YOUR GOAL — Line by line, copy the material below exactly.

DATASET RECORDS —
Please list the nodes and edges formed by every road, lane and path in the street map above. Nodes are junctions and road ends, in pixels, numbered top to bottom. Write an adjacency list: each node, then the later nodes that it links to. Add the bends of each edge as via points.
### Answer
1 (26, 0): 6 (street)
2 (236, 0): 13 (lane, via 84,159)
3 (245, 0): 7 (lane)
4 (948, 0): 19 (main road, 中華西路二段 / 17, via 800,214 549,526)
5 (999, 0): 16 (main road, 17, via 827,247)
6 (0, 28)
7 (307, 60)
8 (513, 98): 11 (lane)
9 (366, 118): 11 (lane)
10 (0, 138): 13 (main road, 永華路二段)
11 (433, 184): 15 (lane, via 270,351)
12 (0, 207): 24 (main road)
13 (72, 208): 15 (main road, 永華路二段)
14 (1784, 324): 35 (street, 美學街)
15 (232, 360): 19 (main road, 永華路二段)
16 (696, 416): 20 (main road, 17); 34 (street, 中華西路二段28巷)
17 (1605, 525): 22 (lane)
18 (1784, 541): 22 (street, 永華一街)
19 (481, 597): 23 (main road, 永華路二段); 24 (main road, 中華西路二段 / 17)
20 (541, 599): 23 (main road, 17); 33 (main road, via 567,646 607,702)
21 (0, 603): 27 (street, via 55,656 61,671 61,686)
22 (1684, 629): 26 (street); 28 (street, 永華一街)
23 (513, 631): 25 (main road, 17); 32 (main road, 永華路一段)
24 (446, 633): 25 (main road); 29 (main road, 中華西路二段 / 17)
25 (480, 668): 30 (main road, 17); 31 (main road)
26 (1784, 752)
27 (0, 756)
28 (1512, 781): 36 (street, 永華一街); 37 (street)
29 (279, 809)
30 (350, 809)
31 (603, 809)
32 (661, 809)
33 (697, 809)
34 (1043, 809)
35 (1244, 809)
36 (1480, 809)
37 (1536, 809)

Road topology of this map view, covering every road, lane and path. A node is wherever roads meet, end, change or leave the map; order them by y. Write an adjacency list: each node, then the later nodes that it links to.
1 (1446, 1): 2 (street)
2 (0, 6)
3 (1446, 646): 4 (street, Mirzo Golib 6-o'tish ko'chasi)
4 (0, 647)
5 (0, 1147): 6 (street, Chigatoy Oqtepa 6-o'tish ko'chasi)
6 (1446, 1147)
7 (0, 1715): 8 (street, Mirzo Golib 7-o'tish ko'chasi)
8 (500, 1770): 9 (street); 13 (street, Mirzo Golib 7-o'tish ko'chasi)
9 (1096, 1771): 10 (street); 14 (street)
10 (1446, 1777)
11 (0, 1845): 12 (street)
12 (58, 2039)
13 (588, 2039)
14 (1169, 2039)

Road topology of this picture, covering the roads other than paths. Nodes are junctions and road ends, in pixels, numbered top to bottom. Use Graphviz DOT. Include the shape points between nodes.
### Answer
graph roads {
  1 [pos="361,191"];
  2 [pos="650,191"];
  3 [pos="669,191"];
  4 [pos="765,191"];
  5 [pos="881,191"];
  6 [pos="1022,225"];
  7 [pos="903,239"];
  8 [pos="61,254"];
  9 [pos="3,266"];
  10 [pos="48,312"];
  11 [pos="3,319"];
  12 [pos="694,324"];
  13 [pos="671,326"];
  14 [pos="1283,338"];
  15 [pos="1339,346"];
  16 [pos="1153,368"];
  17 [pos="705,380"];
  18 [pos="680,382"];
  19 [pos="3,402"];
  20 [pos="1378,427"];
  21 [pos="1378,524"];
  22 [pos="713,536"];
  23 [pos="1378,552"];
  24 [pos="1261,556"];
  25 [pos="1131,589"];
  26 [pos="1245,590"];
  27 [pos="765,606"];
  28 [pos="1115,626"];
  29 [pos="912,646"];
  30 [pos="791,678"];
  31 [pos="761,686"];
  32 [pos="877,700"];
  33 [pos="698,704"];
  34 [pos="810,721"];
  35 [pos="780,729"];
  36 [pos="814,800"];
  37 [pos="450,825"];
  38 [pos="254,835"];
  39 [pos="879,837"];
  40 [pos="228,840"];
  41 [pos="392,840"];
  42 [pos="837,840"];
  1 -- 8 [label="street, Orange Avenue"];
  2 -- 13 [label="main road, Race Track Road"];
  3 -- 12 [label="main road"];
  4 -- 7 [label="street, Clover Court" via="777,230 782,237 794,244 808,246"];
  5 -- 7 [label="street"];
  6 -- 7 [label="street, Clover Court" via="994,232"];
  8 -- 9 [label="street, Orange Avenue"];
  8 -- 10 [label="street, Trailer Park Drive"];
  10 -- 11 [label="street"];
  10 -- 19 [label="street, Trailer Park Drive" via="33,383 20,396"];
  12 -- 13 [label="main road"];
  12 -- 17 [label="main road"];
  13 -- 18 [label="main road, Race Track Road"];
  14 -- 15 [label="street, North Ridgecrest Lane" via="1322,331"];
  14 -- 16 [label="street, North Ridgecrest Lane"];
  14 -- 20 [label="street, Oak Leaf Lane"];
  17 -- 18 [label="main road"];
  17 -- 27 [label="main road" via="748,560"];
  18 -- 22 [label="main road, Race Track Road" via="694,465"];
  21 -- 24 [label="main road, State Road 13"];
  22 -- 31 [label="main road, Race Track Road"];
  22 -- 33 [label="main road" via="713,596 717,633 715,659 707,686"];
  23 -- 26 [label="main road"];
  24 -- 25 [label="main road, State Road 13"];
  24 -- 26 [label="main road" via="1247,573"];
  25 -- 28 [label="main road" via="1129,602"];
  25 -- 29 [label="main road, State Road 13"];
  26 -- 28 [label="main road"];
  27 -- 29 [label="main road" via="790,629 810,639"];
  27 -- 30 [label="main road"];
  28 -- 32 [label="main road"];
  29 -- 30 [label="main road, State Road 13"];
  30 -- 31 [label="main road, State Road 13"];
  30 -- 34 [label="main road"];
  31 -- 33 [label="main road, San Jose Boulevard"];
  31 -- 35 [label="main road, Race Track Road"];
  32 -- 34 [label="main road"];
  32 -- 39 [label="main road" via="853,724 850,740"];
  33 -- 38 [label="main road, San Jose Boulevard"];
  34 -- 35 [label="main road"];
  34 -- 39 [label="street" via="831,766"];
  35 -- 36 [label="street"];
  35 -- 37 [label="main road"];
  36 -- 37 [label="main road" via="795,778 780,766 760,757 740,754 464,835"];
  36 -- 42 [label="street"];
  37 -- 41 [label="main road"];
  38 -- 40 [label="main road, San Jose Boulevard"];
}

EXERCISE RESPONSE —
Please list the nodes and edges formed by every road, lane and path in the street map above. Nodes are junctions and road ends, in pixels, numbered top to bottom. Write an adjacency list: each node, then the later nodes that it links to. Add the bends of each edge as via points.
### Answer
1 (26, 0): 6 (street)
2 (236, 0): 13 (lane, via 84,159)
3 (245, 0): 7 (lane)
4 (948, 0): 19 (main road, 中華西路二段 / 17, via 800,214 549,526)
5 (999, 0): 16 (main road, 17, via 827,247)
6 (0, 28)
7 (307, 60)
8 (513, 98): 11 (lane)
9 (366, 118): 11 (lane)
10 (0, 138): 13 (main road, 永華路二段)
11 (433, 184): 15 (lane, via 270,351)
12 (0, 207): 24 (main road)
13 (72, 208): 15 (main road, 永華路二段)
14 (1784, 324): 35 (street, 美學街)
15 (232, 360): 19 (main road, 永華路二段)
16 (696, 416): 20 (main road, 17); 34 (street, 中華西路二段28巷)
17 (1605, 525): 22 (lane)
18 (1784, 541): 22 (street, 永華一街)
19 (481, 597): 23 (main road, 永華路二段); 24 (main road, 中華西路二段 / 17)
20 (541, 599): 23 (main road, 17); 33 (main road, via 567,646 607,702)
21 (0, 603): 27 (street, via 55,656 61,671 61,686)
22 (1684, 629): 26 (street); 28 (street, 永華一街)
23 (513, 631): 25 (main road, 17); 32 (main road, 永華路一段)
24 (446, 633): 25 (main road); 29 (main road, 中華西路二段 / 17)
25 (480, 668): 30 (main road, 17); 31 (main road)
26 (1784, 752)
27 (0, 756)
28 (1512, 781): 36 (street, 永華一街); 37 (street)
29 (279, 809)
30 (350, 809)
31 (603, 809)
32 (661, 809)
33 (697, 809)
34 (1043, 809)
35 (1244, 809)
36 (1480, 809)
37 (1536, 809)

Road topology of this map view, covering every road, lane and path. A node is wherever roads meet, end, change or leave the map; order them by y. Write an adjacency list: each node, then the later nodes that it links to.
1 (1446, 1): 2 (street)
2 (0, 6)
3 (1446, 646): 4 (street, Mirzo Golib 6-o'tish ko'chasi)
4 (0, 647)
5 (0, 1147): 6 (street, Chigatoy Oqtepa 6-o'tish ko'chasi)
6 (1446, 1147)
7 (0, 1715): 8 (street, Mirzo Golib 7-o'tish ko'chasi)
8 (500, 1770): 9 (street); 13 (street, Mirzo Golib 7-o'tish ko'chasi)
9 (1096, 1771): 10 (street); 14 (street)
10 (1446, 1777)
11 (0, 1845): 12 (street)
12 (58, 2039)
13 (588, 2039)
14 (1169, 2039)

Road topology of this picture, covering the roads other than paths. Nodes are junctions and road ends, in pixels, numbered top to bottom. Use Graphviz DOT. Include the shape points between nodes.
### Answer
graph roads {
  1 [pos="361,191"];
  2 [pos="650,191"];
  3 [pos="669,191"];
  4 [pos="765,191"];
  5 [pos="881,191"];
  6 [pos="1022,225"];
  7 [pos="903,239"];
  8 [pos="61,254"];
  9 [pos="3,266"];
  10 [pos="48,312"];
  11 [pos="3,319"];
  12 [pos="694,324"];
  13 [pos="671,326"];
  14 [pos="1283,338"];
  15 [pos="1339,346"];
  16 [pos="1153,368"];
  17 [pos="705,380"];
  18 [pos="680,382"];
  19 [pos="3,402"];
  20 [pos="1378,427"];
  21 [pos="1378,524"];
  22 [pos="713,536"];
  23 [pos="1378,552"];
  24 [pos="1261,556"];
  25 [pos="1131,589"];
  26 [pos="1245,590"];
  27 [pos="765,606"];
  28 [pos="1115,626"];
  29 [pos="912,646"];
  30 [pos="791,678"];
  31 [pos="761,686"];
  32 [pos="877,700"];
  33 [pos="698,704"];
  34 [pos="810,721"];
  35 [pos="780,729"];
  36 [pos="814,800"];
  37 [pos="450,825"];
  38 [pos="254,835"];
  39 [pos="879,837"];
  40 [pos="228,840"];
  41 [pos="392,840"];
  42 [pos="837,840"];
  1 -- 8 [label="street, Orange Avenue"];
  2 -- 13 [label="main road, Race Track Road"];
  3 -- 12 [label="main road"];
  4 -- 7 [label="street, Clover Court" via="777,230 782,237 794,244 808,246"];
  5 -- 7 [label="street"];
  6 -- 7 [label="street, Clover Court" via="994,232"];
  8 -- 9 [label="street, Orange Avenue"];
  8 -- 10 [label="street, Trailer Park Drive"];
  10 -- 11 [label="street"];
  10 -- 19 [label="street, Trailer Park Drive" via="33,383 20,396"];
  12 -- 13 [label="main road"];
  12 -- 17 [label="main road"];
  13 -- 18 [label="main road, Race Track Road"];
  14 -- 15 [label="street, North Ridgecrest Lane" via="1322,331"];
  14 -- 16 [label="street, North Ridgecrest Lane"];
  14 -- 20 [label="street, Oak Leaf Lane"];
  17 -- 18 [label="main road"];
  17 -- 27 [label="main road" via="748,560"];
  18 -- 22 [label="main road, Race Track Road" via="694,465"];
  21 -- 24 [label="main road, State Road 13"];
  22 -- 31 [label="main road, Race Track Road"];
  22 -- 33 [label="main road" via="713,596 717,633 715,659 707,686"];
  23 -- 26 [label="main road"];
  24 -- 25 [label="main road, State Road 13"];
  24 -- 26 [label="main road" via="1247,573"];
  25 -- 28 [label="main road" via="1129,602"];
  25 -- 29 [label="main road, State Road 13"];
  26 -- 28 [label="main road"];
  27 -- 29 [label="main road" via="790,629 810,639"];
  27 -- 30 [label="main road"];
  28 -- 32 [label="main road"];
  29 -- 30 [label="main road, State Road 13"];
  30 -- 31 [label="main road, State Road 13"];
  30 -- 34 [label="main road"];
  31 -- 33 [label="main road, San Jose Boulevard"];
  31 -- 35 [label="main road, Race Track Road"];
  32 -- 34 [label="main road"];
  32 -- 39 [label="main road" via="853,724 850,740"];
  33 -- 38 [label="main road, San Jose Boulevard"];
  34 -- 35 [label="main road"];
  34 -- 39 [label="street" via="831,766"];
  35 -- 36 [label="street"];
  35 -- 37 [label="main road"];
  36 -- 37 [label="main road" via="795,778 780,766 760,757 740,754 464,835"];
  36 -- 42 [label="street"];
  37 -- 41 [label="main road"];
  38 -- 40 [label="main road, San Jose Boulevard"];
}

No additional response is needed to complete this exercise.